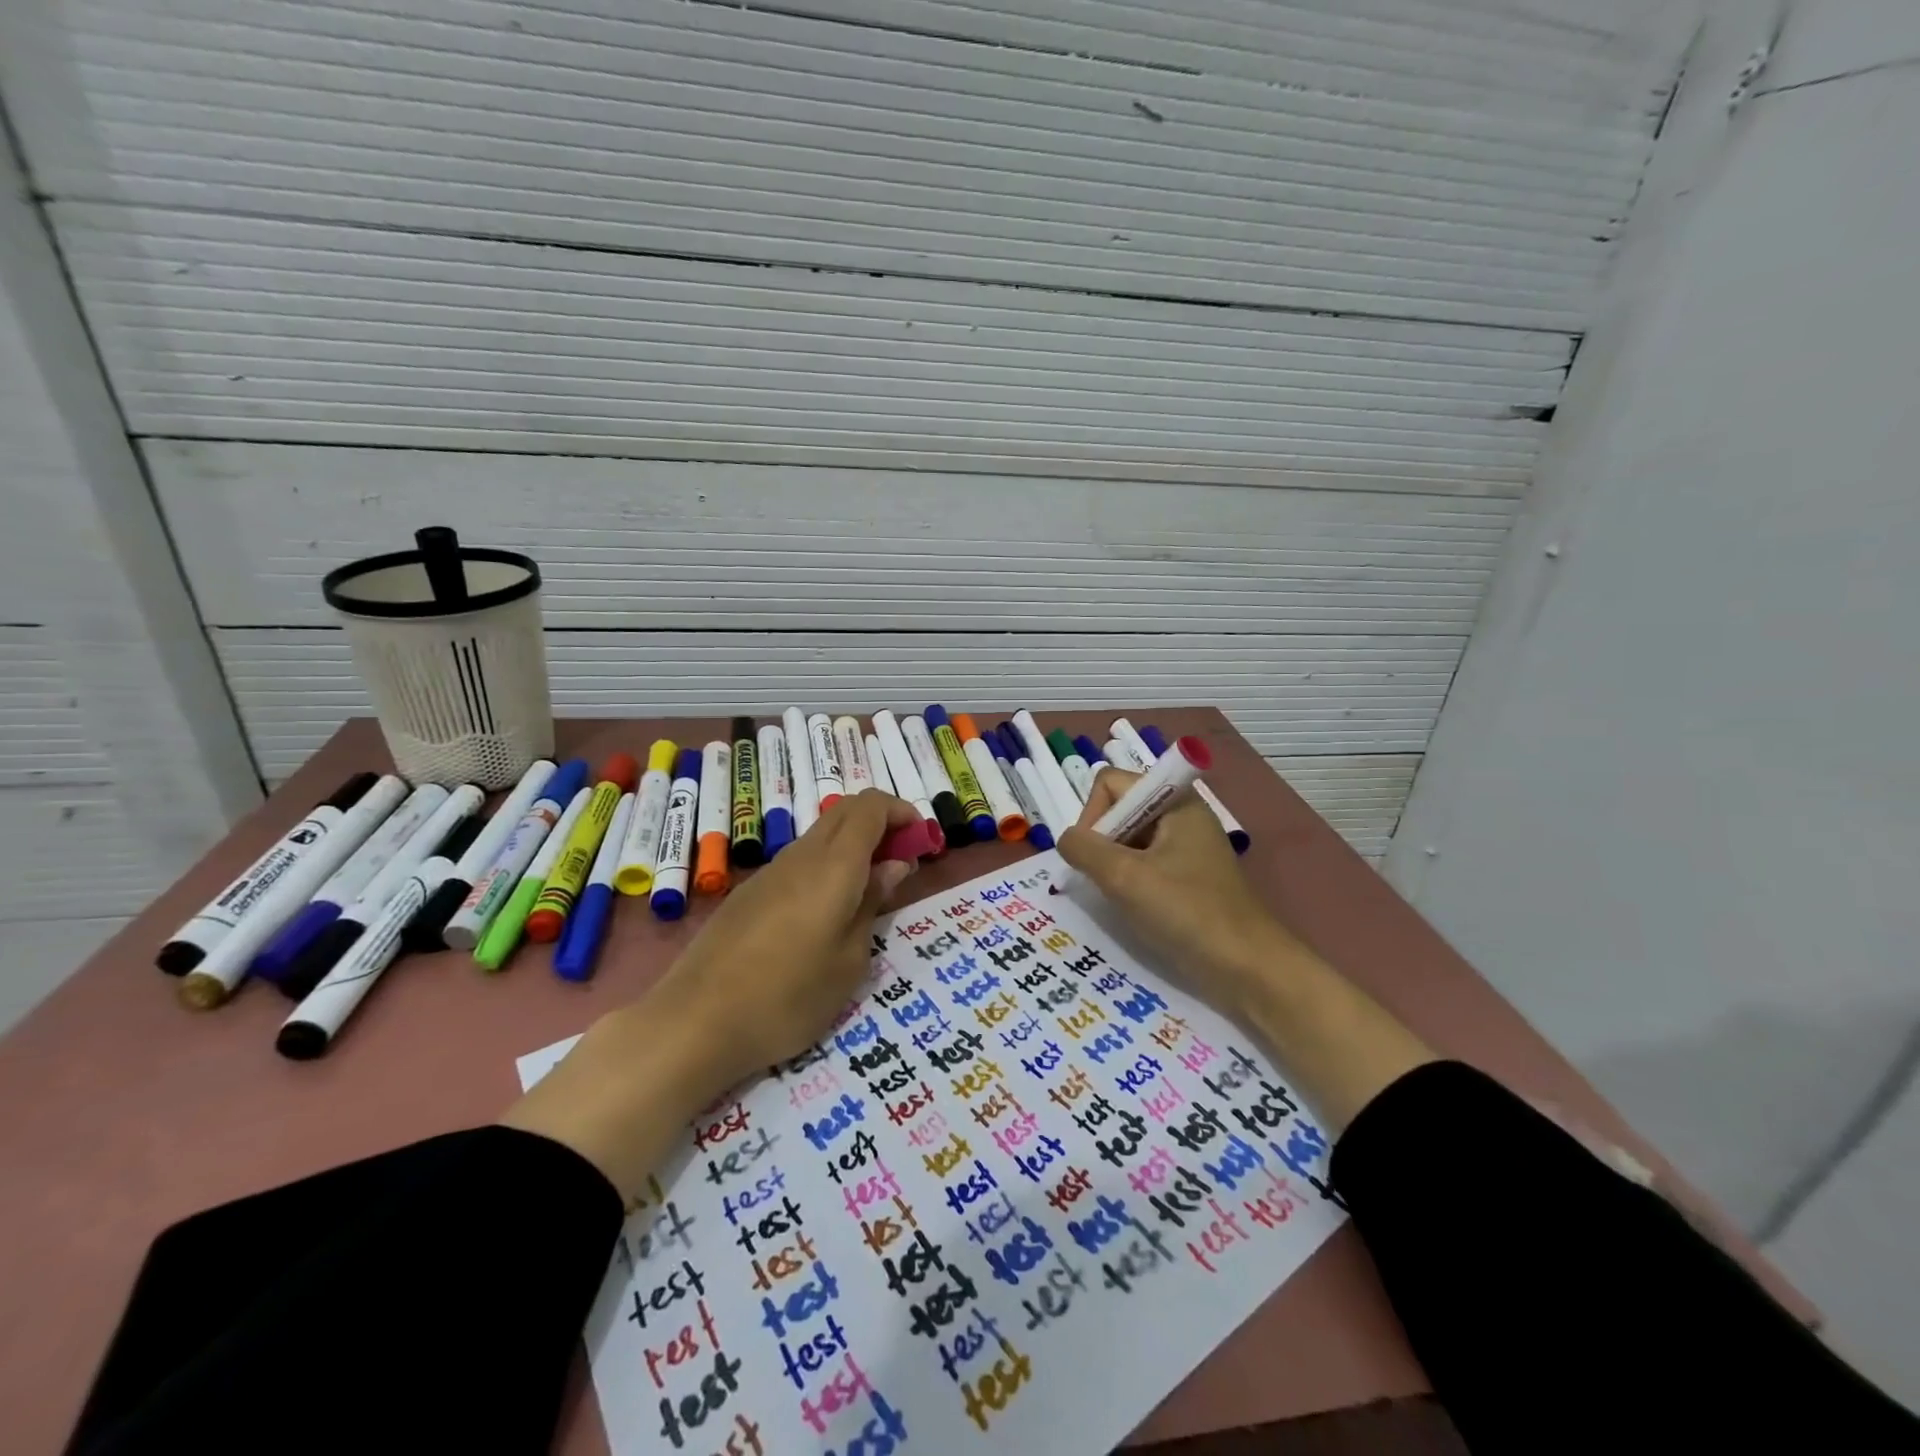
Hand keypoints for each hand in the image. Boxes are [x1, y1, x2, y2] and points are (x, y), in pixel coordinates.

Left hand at [502, 790, 921, 1198]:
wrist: (694, 1023)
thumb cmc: (787, 999)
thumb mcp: (849, 961)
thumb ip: (872, 904)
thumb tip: (893, 866)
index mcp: (833, 865)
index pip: (871, 806)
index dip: (902, 811)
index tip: (922, 839)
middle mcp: (800, 855)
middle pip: (845, 811)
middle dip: (881, 823)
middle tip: (902, 862)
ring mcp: (770, 872)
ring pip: (821, 835)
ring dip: (853, 845)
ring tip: (870, 890)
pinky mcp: (749, 892)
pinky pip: (799, 859)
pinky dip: (827, 864)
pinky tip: (826, 910)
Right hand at [1058, 766, 1435, 1129]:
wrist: (1249, 968)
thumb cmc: (1187, 912)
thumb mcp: (1125, 877)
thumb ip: (1085, 849)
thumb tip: (1065, 840)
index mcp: (1175, 802)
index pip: (1112, 783)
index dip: (1092, 813)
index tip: (1092, 855)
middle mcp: (1182, 816)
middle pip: (1121, 809)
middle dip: (1101, 842)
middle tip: (1101, 879)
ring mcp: (1187, 848)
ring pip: (1130, 840)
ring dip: (1113, 865)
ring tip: (1115, 897)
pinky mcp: (1188, 878)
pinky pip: (1145, 864)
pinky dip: (1130, 881)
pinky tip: (1131, 908)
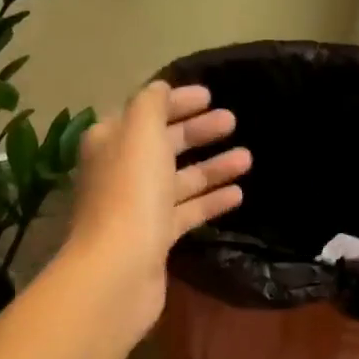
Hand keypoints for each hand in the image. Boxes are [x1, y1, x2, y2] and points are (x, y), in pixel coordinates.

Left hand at [65, 81, 250, 334]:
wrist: (119, 270)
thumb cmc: (131, 193)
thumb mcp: (140, 133)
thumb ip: (151, 105)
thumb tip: (160, 89)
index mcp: (111, 142)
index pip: (144, 112)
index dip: (175, 102)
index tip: (210, 95)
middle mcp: (121, 172)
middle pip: (163, 145)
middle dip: (197, 131)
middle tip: (233, 121)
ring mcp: (137, 208)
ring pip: (179, 180)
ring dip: (212, 167)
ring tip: (248, 158)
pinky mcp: (155, 238)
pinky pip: (186, 212)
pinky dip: (210, 201)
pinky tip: (238, 194)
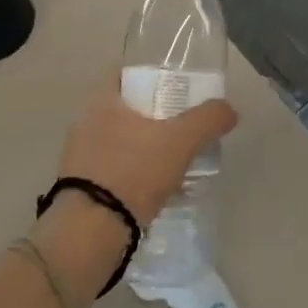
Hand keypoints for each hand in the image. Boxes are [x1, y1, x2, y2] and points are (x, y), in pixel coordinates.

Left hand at [30, 80, 237, 307]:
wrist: (90, 232)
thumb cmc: (133, 171)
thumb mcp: (180, 141)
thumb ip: (207, 119)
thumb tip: (228, 110)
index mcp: (101, 101)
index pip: (125, 75)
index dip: (152, 78)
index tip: (177, 91)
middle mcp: (84, 123)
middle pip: (126, 111)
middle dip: (154, 118)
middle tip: (184, 128)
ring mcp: (79, 158)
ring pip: (120, 143)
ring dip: (145, 150)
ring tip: (176, 164)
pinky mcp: (81, 189)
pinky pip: (114, 172)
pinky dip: (135, 177)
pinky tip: (157, 192)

◆ ◆ ◆ ◆ ◆

Assignment
Repeat the preceding records precisely, and leave every picture out of the copy.

Written response
Hand keypoints for each hand in the image. Boxes are [x1, y1, x2, y2] and points are (x, y), in pixel coordinates.

Left hand at [502, 790, 921, 1198]:
wrist: (694, 1023)
thumb cmc: (787, 999)
thumb mcp: (849, 961)
thumb ip: (872, 904)
thumb tip: (893, 866)
index mcp: (833, 865)
index pip: (871, 806)
index dip: (902, 811)
index tip: (922, 839)
middle mcp: (800, 855)
middle pip: (845, 811)
middle dip: (881, 823)
middle tip: (902, 862)
ring mcp: (770, 872)
ring pip: (821, 835)
ring dip: (853, 845)
ring tip: (870, 890)
pinky mcp: (749, 892)
pinky pip: (799, 859)
pinky dip: (827, 864)
pinky tip: (826, 910)
Right hand at [1058, 766, 1435, 1129]:
wrist: (1249, 968)
thumb cmc: (1187, 912)
thumb mcp: (1125, 877)
thumb ip: (1085, 849)
thumb tip: (1065, 840)
index mcp: (1175, 802)
index pip: (1112, 783)
index dip: (1092, 813)
index tip: (1092, 855)
middle mcp: (1182, 816)
middle pip: (1121, 809)
middle dip: (1101, 842)
middle tip: (1101, 879)
ring mcp: (1187, 848)
ring pip: (1130, 840)
ring dip: (1113, 865)
ring tip: (1115, 897)
pinky mcp: (1188, 878)
pinky pip: (1145, 864)
pinky dip: (1130, 881)
pinky tip: (1131, 908)
Hand keypoints for each hand in the image. Boxes are [x1, y1, x2, y2] and points are (x, y), in pixel coordinates.

Left hand at [65, 81, 250, 334]:
wrist: (119, 270)
thumb cmc: (131, 193)
thumb mcp: (140, 133)
thumb ip: (151, 105)
thumb tip: (160, 89)
index mcp: (111, 142)
index pip: (144, 112)
index dip: (175, 102)
index tip: (210, 95)
middle mcp: (121, 172)
middle pip: (163, 145)
middle dip: (197, 131)
middle tip: (233, 121)
ring mcp: (137, 208)
ring pip: (179, 180)
ring dip: (212, 167)
ring tip: (248, 158)
pinky mcp: (155, 238)
pinky pip: (186, 212)
pinky dip: (210, 201)
pinky tip: (238, 194)
Hand keypoints for each hand in the image. Boxes are [x1, y1, x2, y2] and points are (x, y), in pixel coordinates.

Left hand at [30, 80, 237, 307]:
wrist: (90, 232)
thumb cmc: (133, 171)
thumb mcp: (180, 141)
thumb ip: (207, 119)
thumb tip: (228, 110)
index mcp: (101, 101)
index pip: (125, 75)
index dip: (152, 78)
index tip: (177, 91)
middle mcp: (84, 123)
middle pip: (126, 111)
middle dip: (154, 118)
middle tip: (184, 128)
ring mcp: (79, 158)
ring pip: (120, 143)
ring dip: (145, 150)
ring tip: (176, 164)
pinky mcp: (81, 189)
pinky pip: (114, 172)
pinky dip: (135, 177)
pinky tip: (157, 192)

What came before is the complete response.